I guess that point must be somewhere north of the 350k files and 275 GB of data in my own Nextcloud installation. But the Nextcloud client doesn't yet have the "local cache for remote data" feature you mention--though it's been some time since they promised it.

 

[tauronux]

I guess that point must be somewhere north of the 350k files and 275 GB of data in my own Nextcloud installation. But the Nextcloud client doesn't yet have the "local cache for remote data" feature you mention--though it's been some time since they promised it.

So if i understand it correctly, you're using Nextcloud as a backup? Did you ever had to reinstall your client OS or set up the client app on a new computer? How long did it take to sync all that data for the first time?

In my case, i'm trying to find an optimal Linux storage solution for a small office with 8 on-site devices + 8 off-site which needs to connect to the storage remotely through the internet, with the ability to edit mainly Microsoft Office documents directly after doubleclicking them (so FTP, web portals, or Office apps alternatives like on Synology NAS are out of question). I was planning to go the Tailscale route and SMB, but just learned about Seafile and Nextcloud. Would you recommend Nextcloud on TrueNAS scale for this particular use?

 

[ChrisRJ]

I use Syncthing in a jail (installed following the instruction from Lawrence Systems on YouTube) for this use-case.

How do you plan to handle the network connectivity? VPN?

 

[tauronux]

I use Syncthing in a jail (installed following the instruction from Lawrence Systems on YouTube) for this use-case.

How do you plan to handle the network connectivity? VPN?

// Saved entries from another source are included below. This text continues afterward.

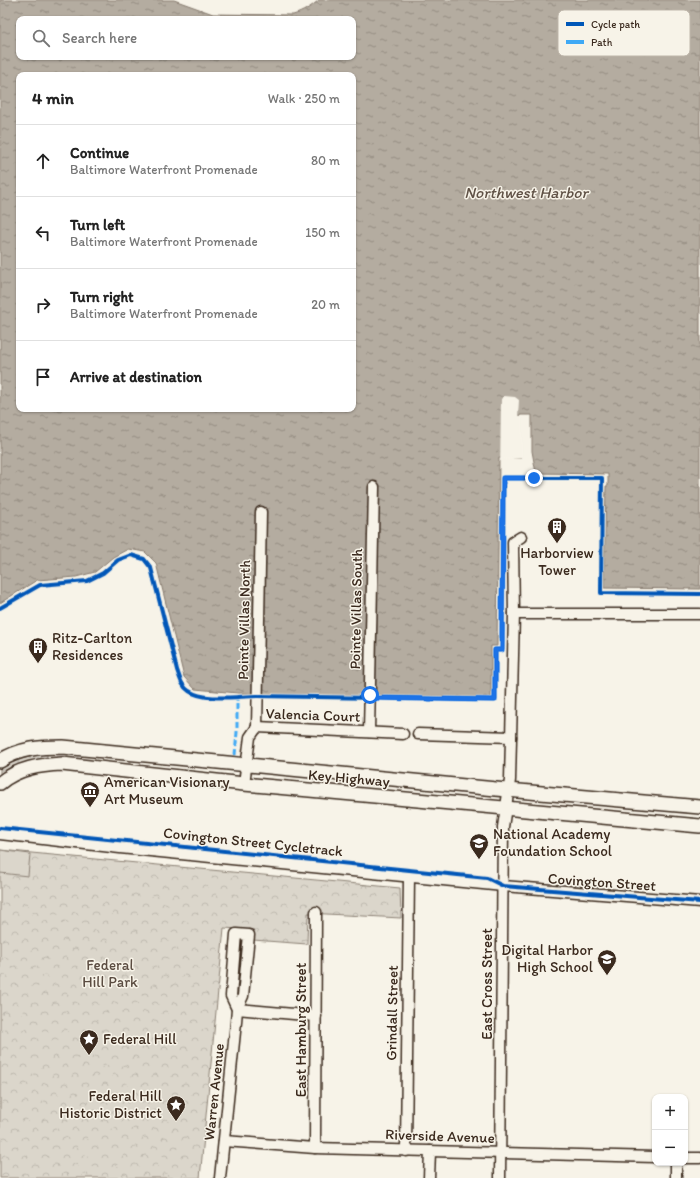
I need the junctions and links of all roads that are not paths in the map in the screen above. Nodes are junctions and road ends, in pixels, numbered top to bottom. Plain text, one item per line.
1 (374, 487) dead end
2 (261, 512) dead end
3 (521, 537) dead end
4 (514, 614) junction
5 (700, 614) edge
6 (257, 727) junction
7 (369, 732) junction
8 (403, 734) dead end
9 (418, 734) dead end
10 (511, 737) junction
11 (0, 761) edge
12 (246, 766) junction
13 (0, 782) edge
14 (244, 784) junction
15 (508, 790) junction
16 (700, 807) edge
17 (506, 808) junction
18 (700, 826) edge
19 (0, 834) edge
20 (408, 876) junction
21 (502, 886) junction
22 (700, 902) edge
23 (316, 912) dead end
24 (237, 1008) junction
25 (316, 1016) junction
26 (224, 1141) junction
27 (315, 1148) junction
28 (406, 1151) junction
29 (430, 1151) junction
30 (500, 1153) junction
31 (652, 1157) edge
32 (688, 1158) edge
33 (700, 1158) edge
34 (676, 1166) edge
35 (220, 1178) edge
36 (429, 1178) edge
37 (500, 1178) edge
38 (676, 1178) edge

1 - 7 street, Pointe Villas South
2 - 6 street, Pointe Villas North
3 - 4 street, East Cross Street
4 - 5 street
4 - 10 street, East Cross Street
6 - 7 street, Valencia Court
6 - 12 street, Valencia Court
7 - 8 street, Valencia Court
9 - 10 street
10 - 15 street, East Cross Street
11 - 12 main road, Key Highway
12 - 14 street, Valencia Court
12 - 15 main road, Key Highway
13 - 14 main road, Key Highway
14 - 17 main road, Key Highway
15 - 16 main road, Key Highway
15 - 17 street, East Cross Street
17 - 18 main road, Key Highway
17 - 21 street, East Cross Street
19 - 20 street, Covington Street
20 - 21 street, Covington Street
20 - 28 street, Grindall Street
21 - 22 street, Covington Street
21 - 30 street, East Cross Street
23 - 25 street, East Hamburg Street
24 - 24 street, Warren Avenue
24 - 25 street
24 - 26 street, Warren Avenue
25 - 27 street, East Hamburg Street
26 - 27 street, Riverside Avenue
26 - 35 street, Warren Avenue
27 - 28 street, Riverside Avenue
28 - 29 street, Riverside Avenue
29 - 30 street, Riverside Avenue
29 - 36 street
30 - 31 street, Riverside Avenue
30 - 37 street, East Cross Street
32 - 33 street
34 - 38 street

As far as i know, Syncthing does sync all the files between devices, and it doesn't have the caching feature, right?

First i thought i would setup a Debian server running SMB shares and using OpenVPN for remote connection. Then i discovered Tailscale and TrueNAS and i think that for me as a Linux-beginner, this soultion is the easiest to get running. I choosed Core, because of it's age and stability and Tailscale, because it doesn't need ports to be opened. Yesterday i've discovered Seafile / Nextcloud and i thought, that it's the perfect solution, but i've dived into their documentation today and it seems like Seafile in a Jail would be nothing easy to accomplish (at least for a beginner) as it doesn't officialy support FreeBSD and even if i would go the Scale route and install it in a VM, i would need to open ports, which i would rather not do for now, if there are other ways to make it work (Tailscale).

So now it's just a question of using Core/Jail or Scale/TrueCharts. I'm gonna try the Core today and see how it goes. I'll keep an eye on Seafile though, because i might use it in the future, when i get more experience with Linux distros.

 

[arcadeperfect]

I understand. So you need to use only one account, to be able to get to the routed subnet. For me, it's perfectly fine as i'm going to set it up in a small office and the people won't even know how it works.

Back to your case though .. what about upgrading to Scale and using Tailscale through the TrueCharts?

I had been resisting moving to Scale, but I can confirm that the TrueCharts version of Tailscale works as I was hoping it would. So thanks for that suggestion. It does seem like a bummer to migrate the whole thing to Scale for the sake of one app but it's either that or a reckless OS level install on BSD I think.

Seafile also sounds interesting. I was thinking of using Nextcloud as an alternative for those who don't want to install tailscail so maybe it could fill that role.